# Storm Vulcan 85 to 85B



## rgray (Jan 24, 2014)

I do a bit of automotive machining and have a Storm Vulcan "Head master 85" for machining cylinder heads. 
It does a beautiful job and I am very happy with it, but I would like to be able to surface engine blocks also.
There is a SV "Block master 85B" that appears to be the same machine but with a lift kit on it.
The big question for me is the measurement of the spacer.
I've looked at plenty of pictures and I'm guessing it is about 10".
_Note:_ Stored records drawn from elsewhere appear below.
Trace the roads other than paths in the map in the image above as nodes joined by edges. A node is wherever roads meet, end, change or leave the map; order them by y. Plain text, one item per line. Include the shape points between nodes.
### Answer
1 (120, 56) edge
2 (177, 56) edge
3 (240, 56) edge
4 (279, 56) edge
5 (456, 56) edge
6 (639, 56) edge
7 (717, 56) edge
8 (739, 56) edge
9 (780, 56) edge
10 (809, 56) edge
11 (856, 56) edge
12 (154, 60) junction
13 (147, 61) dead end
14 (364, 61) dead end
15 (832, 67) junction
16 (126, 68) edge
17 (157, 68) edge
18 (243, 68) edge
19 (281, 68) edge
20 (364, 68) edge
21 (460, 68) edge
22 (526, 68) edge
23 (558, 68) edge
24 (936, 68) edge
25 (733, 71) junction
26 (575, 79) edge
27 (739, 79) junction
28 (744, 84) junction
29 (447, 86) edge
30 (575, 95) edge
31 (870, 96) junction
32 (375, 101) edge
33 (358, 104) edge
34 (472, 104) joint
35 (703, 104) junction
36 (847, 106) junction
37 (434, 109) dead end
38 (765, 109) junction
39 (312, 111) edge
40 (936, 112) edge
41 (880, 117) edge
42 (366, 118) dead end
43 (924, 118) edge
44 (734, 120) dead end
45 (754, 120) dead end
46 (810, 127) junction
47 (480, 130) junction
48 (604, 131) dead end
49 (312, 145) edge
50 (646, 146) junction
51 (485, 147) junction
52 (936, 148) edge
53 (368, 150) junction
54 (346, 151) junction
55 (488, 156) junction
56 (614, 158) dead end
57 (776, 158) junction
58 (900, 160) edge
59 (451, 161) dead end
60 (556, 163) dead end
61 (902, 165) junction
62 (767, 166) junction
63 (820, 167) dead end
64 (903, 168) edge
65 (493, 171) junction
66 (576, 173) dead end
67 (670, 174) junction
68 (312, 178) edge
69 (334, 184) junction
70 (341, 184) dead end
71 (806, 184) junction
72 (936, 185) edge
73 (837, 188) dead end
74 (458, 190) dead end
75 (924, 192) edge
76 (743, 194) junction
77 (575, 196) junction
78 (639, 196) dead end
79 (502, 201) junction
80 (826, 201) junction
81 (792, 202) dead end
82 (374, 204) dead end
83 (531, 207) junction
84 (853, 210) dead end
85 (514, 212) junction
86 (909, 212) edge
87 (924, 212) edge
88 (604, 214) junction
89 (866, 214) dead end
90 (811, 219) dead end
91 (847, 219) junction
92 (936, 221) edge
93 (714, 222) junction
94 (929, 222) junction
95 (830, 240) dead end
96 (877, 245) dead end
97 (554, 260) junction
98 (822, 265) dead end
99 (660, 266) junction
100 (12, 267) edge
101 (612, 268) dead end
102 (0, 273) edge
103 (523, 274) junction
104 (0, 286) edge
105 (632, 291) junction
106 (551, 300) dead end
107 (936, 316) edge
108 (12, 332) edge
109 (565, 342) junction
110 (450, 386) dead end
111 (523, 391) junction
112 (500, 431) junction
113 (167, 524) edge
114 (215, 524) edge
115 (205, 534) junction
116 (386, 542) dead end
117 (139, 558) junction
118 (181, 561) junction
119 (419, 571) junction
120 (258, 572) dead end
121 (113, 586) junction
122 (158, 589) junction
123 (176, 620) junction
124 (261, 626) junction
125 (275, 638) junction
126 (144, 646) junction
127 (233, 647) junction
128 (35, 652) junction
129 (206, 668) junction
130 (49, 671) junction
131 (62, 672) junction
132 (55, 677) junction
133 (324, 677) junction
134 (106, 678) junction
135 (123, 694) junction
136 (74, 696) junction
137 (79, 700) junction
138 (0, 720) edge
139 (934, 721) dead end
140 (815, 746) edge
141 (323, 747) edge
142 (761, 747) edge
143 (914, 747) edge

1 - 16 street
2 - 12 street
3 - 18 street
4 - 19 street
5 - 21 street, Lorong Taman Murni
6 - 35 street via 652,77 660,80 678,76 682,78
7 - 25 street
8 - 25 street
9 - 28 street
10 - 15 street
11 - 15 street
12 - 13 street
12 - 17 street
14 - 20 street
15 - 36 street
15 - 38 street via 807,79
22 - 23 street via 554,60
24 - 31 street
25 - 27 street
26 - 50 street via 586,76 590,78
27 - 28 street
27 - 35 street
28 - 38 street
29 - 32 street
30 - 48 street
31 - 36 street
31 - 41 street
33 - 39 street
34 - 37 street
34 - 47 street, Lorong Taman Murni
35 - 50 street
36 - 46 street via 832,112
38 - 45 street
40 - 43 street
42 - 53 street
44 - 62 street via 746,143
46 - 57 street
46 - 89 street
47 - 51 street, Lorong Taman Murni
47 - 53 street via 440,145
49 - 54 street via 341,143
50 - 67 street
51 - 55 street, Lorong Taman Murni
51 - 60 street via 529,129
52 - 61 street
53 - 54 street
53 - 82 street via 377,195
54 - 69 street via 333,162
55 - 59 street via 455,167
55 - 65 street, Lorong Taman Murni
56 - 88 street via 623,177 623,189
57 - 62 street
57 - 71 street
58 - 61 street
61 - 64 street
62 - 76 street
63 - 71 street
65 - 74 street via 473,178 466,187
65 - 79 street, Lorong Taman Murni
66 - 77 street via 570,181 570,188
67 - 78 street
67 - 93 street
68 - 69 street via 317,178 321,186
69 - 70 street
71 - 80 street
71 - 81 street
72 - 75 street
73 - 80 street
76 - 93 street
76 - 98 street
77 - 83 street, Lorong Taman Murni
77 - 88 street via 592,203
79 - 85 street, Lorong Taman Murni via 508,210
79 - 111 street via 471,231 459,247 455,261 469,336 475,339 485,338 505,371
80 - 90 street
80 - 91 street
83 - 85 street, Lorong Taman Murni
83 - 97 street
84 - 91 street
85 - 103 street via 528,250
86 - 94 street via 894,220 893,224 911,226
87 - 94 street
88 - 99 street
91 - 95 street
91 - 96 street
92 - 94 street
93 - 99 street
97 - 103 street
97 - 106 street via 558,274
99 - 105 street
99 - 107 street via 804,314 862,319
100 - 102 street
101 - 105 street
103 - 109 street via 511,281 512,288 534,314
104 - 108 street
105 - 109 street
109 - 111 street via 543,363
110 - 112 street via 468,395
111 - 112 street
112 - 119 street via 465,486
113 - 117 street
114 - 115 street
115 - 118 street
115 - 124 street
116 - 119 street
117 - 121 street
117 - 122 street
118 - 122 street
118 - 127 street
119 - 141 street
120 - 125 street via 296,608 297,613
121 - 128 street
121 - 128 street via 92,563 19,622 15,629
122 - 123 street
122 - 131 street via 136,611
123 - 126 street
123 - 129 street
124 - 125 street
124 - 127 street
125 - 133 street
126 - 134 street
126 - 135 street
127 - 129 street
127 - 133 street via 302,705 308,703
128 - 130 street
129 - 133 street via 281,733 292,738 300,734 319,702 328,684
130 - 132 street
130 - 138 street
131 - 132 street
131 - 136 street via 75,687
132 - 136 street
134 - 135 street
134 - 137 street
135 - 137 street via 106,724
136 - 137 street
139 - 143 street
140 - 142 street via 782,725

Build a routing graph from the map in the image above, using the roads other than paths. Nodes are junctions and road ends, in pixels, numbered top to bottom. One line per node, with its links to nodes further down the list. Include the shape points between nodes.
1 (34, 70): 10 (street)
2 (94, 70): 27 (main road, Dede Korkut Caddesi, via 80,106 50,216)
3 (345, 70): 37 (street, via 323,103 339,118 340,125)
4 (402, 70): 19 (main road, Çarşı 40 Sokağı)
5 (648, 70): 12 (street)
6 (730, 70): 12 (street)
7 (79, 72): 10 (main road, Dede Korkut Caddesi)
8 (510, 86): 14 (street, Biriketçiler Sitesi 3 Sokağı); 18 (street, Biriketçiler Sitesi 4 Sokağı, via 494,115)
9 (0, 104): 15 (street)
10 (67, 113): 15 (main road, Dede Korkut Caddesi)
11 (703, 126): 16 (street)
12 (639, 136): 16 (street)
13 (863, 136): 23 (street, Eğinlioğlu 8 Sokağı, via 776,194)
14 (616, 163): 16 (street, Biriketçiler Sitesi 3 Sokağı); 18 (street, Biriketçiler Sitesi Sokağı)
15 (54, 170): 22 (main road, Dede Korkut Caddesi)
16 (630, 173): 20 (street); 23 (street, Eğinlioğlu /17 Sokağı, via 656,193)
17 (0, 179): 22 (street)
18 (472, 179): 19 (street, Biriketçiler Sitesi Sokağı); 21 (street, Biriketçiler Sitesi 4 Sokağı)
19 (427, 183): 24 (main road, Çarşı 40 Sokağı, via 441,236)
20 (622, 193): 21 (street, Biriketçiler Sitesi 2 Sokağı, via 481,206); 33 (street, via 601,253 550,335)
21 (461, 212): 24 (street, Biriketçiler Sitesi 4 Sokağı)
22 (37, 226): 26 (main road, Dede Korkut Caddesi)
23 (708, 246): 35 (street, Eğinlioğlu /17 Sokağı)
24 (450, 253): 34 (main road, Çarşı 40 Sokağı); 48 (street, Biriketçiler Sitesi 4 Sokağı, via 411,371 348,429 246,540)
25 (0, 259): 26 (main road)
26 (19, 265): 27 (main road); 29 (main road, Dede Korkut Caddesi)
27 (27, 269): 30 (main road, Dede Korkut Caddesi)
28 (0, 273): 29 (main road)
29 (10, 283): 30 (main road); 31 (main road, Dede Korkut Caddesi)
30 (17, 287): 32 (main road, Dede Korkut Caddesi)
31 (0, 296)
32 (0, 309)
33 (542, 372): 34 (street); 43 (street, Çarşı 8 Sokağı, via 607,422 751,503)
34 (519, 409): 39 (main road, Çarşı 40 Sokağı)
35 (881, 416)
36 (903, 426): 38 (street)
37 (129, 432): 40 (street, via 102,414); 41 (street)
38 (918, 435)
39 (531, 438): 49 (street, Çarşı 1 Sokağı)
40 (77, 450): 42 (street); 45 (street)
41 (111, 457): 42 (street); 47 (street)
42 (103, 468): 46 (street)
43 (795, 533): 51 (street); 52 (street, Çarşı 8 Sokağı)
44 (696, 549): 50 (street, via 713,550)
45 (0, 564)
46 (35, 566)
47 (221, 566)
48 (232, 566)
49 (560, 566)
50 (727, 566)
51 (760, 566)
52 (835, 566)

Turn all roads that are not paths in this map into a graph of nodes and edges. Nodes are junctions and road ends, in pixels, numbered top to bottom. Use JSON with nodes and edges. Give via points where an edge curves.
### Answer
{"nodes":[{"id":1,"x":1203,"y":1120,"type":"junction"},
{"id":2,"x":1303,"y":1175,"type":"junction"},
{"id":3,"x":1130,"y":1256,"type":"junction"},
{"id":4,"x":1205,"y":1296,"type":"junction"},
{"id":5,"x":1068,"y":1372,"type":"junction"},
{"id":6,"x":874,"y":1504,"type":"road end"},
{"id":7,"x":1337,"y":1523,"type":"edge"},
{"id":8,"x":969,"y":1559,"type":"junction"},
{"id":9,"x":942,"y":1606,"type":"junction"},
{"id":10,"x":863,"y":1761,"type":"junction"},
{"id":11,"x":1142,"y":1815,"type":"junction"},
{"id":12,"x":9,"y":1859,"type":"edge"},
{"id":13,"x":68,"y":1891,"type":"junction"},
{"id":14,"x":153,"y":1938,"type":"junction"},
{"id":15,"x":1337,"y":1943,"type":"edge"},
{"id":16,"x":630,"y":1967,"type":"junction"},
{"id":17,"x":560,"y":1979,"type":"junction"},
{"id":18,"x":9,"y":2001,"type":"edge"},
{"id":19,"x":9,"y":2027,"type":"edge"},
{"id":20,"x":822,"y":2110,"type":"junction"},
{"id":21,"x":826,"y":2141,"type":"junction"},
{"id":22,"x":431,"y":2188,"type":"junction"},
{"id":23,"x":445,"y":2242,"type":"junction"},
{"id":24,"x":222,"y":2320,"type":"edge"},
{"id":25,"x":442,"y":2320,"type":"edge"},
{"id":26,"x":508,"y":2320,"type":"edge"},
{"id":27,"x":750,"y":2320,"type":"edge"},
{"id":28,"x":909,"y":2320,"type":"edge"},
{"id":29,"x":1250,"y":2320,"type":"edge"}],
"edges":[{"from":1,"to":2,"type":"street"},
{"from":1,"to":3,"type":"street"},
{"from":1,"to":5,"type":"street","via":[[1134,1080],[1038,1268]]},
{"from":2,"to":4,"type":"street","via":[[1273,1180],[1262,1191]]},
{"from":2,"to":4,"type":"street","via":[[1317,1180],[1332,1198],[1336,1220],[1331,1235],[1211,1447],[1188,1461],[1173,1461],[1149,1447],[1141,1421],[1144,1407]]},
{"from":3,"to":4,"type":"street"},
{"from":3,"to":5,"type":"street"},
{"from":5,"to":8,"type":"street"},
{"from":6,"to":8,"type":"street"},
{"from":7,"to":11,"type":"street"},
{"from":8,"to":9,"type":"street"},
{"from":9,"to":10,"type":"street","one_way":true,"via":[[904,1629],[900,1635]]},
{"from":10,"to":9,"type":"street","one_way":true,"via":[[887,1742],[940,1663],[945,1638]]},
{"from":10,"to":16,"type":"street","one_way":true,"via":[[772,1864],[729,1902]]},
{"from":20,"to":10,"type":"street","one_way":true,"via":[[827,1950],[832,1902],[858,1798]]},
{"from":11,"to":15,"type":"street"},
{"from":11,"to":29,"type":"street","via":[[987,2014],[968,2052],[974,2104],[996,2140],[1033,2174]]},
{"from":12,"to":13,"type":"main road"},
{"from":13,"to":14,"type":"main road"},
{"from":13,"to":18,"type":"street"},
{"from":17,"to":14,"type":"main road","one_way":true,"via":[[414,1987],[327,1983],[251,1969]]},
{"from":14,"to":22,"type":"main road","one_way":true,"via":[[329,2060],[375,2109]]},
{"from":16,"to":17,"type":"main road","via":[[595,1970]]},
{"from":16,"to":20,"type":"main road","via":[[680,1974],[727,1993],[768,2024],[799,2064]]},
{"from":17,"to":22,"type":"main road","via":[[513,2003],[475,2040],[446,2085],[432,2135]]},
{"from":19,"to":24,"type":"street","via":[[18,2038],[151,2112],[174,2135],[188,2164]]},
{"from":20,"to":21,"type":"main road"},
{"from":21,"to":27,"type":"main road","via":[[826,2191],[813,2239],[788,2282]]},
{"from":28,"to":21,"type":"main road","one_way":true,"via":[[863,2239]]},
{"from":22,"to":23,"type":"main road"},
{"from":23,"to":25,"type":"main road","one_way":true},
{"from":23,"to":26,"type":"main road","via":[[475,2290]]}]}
Anybody that has one here, or knows of one they could measure for me?
Picture of red one is mine. Green one is an 85B web pic
CIMG2126.JPG
85b.jpg


----------



## 4GSR (Jan 24, 2014)

A 10" spacer may be close.

what I would do is figure out a fixture for holding the engine block.  Once that is done, mount a engine block and measure the height from the table to top of the EB.  You may have to try a couple of different EB's to get an average of heights.  Once that is done, compare measurements to the existing cutter height, mid/max., and the difference will be the height of spacers needed.  Ken


----------



## rgray (Jan 26, 2014)

I was hoping some one had an 85B in the corner and they could  walk over and tape measure the height adapter.


----------



## cjtoombs (Feb 12, 2014)

Can you do heads on the 85B?  You may be looking at getting some sort of spacer block to mount the heads on if it won't, otherwise you will loose your head surfacing ability as you gain block surfacing ability.


----------



## GK1918 (Feb 12, 2014)

My thoughts are, if you are going for a spacer, I would base it on an inline overhead 6 cyl. normally will be the tallest, L head 6 will be a little shorter
and of course V8's are the shortest.  So I would  shoot for the tallest for a spacer or risor.  
just a thought,  sam


----------



## LEEQ (Feb 12, 2014)

If no one has one, you might contact the manufacturer.


----------